With partners, Sustainable Monarch proposes creation of Sustainable Monarch Reserves to develop a series of protected sites with the intention of restoring ecological processes that these butterflies evolved with. The idea is to secure funding to create areas managed specifically for butterflies through a combination of conservation easements, cooperative agreements, accepting property donations and eventual fee title purchases. We are launching what, to our knowledge, is the first land trust dedicated to butterflies. The reserve effort will facilitate work on economic incentives from market-based solutions where local businesses and communities benefit from maintaining native plants on the landscape. The added value of creating products and jobs surrounding harvest of milkweed to create new milkweed patches, clothing, cosmetics and other items is a novel approach that compliments other initiatives by providing longer-term conservation than what is currently available on a large scale.

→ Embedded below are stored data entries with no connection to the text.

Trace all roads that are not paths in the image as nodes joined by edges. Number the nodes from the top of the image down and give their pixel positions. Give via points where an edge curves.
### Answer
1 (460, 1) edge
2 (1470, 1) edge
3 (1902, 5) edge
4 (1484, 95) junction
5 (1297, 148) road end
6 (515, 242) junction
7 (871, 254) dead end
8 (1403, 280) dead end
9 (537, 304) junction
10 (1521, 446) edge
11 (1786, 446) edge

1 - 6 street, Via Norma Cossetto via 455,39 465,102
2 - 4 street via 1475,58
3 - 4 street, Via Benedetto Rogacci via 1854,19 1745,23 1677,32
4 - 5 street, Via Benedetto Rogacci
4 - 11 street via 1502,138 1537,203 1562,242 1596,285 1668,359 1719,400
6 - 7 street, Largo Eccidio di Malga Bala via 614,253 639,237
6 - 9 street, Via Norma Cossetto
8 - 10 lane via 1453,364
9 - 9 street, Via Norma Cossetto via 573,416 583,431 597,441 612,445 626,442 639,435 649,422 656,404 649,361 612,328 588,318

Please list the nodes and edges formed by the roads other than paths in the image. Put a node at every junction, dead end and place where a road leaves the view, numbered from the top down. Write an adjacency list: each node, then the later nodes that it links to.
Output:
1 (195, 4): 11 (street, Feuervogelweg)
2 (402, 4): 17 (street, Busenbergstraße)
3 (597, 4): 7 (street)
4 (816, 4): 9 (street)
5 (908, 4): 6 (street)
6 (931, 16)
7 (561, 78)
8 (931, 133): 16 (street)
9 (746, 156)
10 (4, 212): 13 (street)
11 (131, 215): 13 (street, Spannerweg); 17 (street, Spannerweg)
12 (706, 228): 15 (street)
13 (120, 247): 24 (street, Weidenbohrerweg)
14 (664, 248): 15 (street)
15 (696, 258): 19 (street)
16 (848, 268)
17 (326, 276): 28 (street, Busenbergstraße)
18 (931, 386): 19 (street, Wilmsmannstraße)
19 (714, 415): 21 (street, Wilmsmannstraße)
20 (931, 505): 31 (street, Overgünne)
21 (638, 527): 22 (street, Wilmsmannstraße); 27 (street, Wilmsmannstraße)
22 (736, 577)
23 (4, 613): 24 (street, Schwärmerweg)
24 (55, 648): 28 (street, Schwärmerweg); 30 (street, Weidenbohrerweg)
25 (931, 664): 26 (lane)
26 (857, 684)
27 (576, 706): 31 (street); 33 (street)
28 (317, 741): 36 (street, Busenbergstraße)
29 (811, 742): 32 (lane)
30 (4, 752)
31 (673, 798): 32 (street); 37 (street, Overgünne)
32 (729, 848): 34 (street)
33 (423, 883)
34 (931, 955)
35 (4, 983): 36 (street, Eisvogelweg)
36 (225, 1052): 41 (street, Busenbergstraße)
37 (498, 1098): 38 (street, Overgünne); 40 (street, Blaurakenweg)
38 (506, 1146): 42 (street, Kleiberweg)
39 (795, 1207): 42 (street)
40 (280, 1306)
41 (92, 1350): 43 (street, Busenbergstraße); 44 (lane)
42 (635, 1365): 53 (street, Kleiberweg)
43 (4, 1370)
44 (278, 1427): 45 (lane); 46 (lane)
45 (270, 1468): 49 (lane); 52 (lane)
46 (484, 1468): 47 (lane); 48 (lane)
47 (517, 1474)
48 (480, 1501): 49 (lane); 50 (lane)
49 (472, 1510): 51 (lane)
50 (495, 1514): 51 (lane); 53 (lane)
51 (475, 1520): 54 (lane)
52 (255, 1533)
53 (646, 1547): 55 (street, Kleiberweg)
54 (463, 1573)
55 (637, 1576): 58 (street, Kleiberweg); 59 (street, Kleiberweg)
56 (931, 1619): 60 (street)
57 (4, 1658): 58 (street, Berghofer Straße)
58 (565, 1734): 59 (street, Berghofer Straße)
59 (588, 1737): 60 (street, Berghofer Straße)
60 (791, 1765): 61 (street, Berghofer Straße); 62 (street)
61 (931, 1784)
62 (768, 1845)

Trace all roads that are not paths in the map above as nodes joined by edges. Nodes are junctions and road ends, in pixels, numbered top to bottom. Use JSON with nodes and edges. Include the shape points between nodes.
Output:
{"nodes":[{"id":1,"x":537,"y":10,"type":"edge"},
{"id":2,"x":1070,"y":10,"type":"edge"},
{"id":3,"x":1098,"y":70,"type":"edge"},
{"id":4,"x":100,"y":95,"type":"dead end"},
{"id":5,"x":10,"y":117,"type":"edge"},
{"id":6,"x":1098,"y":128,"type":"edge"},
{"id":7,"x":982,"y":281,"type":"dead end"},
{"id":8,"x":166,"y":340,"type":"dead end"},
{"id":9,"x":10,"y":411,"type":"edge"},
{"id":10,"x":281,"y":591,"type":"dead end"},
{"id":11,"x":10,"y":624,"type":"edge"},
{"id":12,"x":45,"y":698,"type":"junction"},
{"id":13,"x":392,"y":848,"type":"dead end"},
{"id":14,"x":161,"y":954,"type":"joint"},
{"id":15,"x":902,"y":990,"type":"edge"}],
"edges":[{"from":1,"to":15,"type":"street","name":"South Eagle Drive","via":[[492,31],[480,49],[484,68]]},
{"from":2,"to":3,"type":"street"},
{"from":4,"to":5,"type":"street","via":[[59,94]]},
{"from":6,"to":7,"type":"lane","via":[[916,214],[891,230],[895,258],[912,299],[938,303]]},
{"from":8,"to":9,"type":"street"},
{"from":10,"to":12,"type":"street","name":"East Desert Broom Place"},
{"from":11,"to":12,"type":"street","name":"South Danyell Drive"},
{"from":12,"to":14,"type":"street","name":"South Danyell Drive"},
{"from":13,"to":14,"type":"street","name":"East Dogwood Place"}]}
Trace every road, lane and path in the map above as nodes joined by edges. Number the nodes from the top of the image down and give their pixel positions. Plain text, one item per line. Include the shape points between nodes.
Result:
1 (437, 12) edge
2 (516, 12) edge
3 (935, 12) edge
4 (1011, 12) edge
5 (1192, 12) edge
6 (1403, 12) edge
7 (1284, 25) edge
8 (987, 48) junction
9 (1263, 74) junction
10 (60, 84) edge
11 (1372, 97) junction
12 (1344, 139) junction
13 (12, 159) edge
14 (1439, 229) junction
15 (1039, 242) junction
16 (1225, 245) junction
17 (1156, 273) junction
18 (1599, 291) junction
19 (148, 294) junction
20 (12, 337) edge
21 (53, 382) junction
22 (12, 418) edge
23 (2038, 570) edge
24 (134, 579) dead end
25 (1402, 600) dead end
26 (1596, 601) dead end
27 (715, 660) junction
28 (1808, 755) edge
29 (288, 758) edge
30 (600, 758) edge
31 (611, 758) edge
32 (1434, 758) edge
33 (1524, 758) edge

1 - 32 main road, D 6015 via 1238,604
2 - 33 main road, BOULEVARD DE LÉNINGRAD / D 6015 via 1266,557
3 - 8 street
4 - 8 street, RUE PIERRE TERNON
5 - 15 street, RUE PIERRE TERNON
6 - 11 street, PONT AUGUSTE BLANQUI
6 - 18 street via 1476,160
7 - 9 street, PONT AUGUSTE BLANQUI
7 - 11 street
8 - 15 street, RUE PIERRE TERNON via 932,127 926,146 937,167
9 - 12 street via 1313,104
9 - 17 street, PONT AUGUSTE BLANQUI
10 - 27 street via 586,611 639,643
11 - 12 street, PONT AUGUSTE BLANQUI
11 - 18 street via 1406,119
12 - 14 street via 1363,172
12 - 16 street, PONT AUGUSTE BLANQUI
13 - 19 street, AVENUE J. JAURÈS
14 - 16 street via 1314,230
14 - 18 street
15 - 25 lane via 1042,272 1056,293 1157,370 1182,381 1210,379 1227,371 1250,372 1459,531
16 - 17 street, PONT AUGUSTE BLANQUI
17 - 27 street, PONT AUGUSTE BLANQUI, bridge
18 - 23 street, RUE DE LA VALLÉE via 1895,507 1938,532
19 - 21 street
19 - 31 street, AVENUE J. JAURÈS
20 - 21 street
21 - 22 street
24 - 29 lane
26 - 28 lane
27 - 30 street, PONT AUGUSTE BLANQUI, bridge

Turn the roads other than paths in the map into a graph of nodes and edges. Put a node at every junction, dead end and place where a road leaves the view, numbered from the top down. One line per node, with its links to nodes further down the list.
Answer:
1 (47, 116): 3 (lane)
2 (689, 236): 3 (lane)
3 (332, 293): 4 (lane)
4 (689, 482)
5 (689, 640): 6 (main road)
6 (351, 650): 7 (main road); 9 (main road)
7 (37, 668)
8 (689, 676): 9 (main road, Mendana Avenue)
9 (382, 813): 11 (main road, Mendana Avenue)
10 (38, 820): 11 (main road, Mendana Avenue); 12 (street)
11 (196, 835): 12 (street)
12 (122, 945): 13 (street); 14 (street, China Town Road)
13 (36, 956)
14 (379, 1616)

Sustainable Monarch Reserves will serve as the anchor that other stewardship activities can be planned around to improve connectivity & create a dynamic ecosystem that gives monarchs the ability to move across the landscape within preserved corridors. Game species will come along for the ride because they must move across the landscape too and so many plants that they eat are pollinated by bees that benefit from plantings to encourage butterflies. Butterflies are a convenient measure of what is happening in the field. The critter of interest is not as important as the vegetative condition on the ground.